> _RECORDS SHOWN_
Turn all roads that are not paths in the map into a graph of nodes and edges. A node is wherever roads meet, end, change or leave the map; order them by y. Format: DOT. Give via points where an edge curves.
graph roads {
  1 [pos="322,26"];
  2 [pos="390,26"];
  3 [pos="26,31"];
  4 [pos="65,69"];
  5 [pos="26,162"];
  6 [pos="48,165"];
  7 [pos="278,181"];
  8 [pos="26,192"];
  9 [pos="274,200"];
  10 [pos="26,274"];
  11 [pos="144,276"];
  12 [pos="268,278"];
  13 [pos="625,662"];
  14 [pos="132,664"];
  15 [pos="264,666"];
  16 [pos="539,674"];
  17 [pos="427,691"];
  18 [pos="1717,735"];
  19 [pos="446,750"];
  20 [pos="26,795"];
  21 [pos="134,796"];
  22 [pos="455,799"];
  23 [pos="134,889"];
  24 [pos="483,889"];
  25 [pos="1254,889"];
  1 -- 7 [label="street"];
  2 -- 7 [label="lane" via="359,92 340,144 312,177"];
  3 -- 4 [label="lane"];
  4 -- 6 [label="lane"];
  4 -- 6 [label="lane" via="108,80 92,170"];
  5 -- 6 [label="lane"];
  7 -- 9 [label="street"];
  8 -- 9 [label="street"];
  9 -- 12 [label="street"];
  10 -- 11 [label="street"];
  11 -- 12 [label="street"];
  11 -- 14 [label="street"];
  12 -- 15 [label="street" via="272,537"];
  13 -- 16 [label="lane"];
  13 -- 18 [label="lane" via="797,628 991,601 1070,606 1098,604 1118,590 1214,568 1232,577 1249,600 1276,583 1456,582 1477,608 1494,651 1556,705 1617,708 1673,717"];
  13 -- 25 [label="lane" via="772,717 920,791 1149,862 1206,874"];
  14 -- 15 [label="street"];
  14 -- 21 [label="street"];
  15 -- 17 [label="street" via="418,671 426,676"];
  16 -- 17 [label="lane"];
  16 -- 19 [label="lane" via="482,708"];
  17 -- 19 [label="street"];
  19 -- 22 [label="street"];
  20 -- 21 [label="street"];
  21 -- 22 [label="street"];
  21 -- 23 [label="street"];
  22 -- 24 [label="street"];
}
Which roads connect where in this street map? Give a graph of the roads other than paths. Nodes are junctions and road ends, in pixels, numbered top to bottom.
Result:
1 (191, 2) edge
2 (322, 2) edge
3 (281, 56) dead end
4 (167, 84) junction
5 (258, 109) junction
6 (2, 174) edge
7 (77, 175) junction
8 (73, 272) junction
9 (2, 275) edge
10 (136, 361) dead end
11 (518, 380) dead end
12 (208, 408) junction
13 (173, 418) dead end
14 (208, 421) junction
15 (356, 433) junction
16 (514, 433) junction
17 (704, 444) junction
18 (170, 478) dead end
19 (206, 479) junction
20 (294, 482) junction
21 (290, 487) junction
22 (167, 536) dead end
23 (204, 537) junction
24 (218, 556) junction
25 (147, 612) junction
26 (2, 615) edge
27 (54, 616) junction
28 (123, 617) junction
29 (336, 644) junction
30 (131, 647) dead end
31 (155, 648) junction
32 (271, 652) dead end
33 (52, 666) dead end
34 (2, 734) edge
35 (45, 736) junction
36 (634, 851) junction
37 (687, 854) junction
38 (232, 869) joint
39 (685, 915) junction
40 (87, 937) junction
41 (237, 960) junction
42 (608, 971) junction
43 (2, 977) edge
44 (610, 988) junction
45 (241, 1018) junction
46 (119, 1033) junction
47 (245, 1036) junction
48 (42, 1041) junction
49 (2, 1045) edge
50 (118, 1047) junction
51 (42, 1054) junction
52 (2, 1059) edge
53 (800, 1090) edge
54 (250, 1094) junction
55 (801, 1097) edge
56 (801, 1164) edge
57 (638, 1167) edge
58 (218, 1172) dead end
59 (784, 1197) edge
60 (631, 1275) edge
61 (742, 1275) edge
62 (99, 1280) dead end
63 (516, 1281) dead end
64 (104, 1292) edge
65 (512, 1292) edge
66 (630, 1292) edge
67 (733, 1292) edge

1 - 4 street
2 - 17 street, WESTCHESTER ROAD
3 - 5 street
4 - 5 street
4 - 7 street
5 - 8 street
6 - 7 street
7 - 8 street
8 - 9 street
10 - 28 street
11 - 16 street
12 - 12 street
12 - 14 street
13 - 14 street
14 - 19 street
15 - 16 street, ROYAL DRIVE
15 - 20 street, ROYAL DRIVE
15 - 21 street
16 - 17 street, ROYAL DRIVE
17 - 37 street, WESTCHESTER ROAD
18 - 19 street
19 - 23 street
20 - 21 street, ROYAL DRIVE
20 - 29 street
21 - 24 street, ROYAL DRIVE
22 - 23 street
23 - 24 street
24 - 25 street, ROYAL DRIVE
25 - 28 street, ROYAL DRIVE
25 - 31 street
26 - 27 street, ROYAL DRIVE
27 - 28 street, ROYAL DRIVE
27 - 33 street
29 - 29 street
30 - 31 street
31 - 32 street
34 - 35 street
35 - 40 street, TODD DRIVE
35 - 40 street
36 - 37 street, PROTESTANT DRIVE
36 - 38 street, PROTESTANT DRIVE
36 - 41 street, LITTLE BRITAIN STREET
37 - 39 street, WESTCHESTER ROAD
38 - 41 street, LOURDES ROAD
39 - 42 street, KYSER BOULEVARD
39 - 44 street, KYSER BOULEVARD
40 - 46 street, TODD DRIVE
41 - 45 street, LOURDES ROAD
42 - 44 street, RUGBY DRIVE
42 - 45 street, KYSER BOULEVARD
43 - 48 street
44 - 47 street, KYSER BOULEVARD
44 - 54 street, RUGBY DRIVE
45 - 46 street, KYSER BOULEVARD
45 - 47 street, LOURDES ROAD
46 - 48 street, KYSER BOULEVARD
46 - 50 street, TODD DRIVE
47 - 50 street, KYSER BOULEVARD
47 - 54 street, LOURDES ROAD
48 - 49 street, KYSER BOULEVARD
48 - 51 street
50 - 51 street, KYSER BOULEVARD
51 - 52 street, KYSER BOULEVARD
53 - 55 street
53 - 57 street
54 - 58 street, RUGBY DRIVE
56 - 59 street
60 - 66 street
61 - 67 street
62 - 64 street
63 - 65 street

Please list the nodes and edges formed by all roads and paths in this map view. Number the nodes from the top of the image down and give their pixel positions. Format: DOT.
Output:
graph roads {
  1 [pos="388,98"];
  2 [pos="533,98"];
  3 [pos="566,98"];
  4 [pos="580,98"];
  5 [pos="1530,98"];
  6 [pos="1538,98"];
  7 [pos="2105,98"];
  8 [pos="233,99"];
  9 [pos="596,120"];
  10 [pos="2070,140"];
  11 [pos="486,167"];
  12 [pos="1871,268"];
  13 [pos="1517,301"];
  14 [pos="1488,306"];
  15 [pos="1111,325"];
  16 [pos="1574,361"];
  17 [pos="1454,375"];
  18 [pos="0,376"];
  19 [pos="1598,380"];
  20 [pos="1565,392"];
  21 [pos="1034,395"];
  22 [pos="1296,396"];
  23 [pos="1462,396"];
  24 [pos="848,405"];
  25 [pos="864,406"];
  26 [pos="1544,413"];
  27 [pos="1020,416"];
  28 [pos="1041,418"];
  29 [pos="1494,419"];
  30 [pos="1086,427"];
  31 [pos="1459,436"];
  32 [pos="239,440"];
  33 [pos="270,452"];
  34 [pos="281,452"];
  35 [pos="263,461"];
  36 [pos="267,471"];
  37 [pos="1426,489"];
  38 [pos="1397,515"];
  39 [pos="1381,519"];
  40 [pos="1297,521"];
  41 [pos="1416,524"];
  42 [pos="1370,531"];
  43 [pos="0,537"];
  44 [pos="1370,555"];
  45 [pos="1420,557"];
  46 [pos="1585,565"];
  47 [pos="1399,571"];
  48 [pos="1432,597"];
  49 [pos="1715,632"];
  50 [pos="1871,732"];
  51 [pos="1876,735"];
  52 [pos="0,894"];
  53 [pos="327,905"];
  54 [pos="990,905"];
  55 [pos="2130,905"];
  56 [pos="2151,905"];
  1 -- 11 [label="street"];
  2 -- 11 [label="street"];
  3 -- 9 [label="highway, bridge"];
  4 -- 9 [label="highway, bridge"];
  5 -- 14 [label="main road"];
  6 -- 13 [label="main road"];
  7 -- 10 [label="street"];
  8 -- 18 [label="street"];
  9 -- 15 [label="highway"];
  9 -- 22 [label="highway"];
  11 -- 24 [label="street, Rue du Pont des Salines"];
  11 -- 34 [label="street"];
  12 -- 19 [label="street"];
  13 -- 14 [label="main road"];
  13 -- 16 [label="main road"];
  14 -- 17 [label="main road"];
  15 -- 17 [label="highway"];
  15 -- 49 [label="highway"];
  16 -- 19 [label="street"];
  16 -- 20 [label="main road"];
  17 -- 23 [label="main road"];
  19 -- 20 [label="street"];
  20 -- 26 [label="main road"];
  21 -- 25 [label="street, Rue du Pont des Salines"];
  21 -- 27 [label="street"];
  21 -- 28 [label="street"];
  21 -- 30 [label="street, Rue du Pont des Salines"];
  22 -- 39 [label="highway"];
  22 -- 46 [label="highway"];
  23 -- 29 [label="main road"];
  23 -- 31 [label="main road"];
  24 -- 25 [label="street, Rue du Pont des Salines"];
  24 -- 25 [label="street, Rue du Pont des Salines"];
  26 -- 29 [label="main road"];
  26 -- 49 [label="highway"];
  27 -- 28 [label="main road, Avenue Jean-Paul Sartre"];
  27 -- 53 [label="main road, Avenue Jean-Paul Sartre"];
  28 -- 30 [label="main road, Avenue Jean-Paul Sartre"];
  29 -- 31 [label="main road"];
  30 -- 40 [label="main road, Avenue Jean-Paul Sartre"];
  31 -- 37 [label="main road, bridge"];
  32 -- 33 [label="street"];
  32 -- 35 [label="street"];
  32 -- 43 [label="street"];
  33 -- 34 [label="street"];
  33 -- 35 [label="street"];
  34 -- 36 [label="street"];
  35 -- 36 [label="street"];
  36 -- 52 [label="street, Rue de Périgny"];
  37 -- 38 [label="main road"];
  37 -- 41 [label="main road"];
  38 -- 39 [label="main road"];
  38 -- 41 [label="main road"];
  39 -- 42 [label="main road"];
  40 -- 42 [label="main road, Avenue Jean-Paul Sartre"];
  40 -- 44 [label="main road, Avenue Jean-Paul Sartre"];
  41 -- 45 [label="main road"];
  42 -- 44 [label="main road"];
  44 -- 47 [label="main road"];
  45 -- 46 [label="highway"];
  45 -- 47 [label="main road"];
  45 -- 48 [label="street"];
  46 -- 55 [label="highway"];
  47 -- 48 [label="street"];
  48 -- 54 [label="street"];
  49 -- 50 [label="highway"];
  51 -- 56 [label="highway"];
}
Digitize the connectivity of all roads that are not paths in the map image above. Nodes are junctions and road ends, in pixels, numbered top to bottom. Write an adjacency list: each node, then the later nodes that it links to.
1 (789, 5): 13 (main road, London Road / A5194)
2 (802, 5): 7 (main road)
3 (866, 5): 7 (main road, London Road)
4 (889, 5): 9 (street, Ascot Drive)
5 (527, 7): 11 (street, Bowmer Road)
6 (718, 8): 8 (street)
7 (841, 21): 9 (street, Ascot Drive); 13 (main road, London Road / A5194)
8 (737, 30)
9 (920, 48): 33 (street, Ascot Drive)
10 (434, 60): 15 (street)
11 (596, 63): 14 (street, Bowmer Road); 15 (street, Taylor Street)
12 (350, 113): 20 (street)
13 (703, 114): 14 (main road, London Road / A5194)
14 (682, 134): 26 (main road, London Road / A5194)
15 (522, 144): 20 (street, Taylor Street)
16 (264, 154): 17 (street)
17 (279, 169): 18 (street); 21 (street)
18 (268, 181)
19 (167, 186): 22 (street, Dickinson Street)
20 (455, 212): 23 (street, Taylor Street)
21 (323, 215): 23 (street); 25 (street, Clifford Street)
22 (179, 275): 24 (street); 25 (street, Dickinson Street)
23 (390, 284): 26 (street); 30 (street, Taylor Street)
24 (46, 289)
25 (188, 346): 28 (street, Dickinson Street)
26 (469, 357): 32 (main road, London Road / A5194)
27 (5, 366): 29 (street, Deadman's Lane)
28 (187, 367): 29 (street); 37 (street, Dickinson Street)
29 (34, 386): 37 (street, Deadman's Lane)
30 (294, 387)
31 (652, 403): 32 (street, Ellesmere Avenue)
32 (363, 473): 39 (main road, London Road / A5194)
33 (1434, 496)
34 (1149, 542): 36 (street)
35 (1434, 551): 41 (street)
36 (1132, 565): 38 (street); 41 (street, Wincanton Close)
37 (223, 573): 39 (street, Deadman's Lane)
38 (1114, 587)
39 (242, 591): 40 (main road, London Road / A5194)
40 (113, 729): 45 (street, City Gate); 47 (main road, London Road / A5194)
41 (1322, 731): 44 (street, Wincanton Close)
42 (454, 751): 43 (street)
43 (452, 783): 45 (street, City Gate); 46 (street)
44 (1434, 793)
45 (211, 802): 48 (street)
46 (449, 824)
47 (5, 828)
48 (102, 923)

> _ACTIVITY_
Find the word "Format" in the data and copy out each line where it turns up.

> _COMPLETED EXERCISE_
Turn all roads that are not paths in the map into a graph of nodes and edges. A node is wherever roads meet, end, change or leave the map; order them by y. Format: DOT. Give via points where an edge curves.
Please list the nodes and edges formed by all roads and paths in this map view. Number the nodes from the top of the image down and give their pixel positions. Format: DOT.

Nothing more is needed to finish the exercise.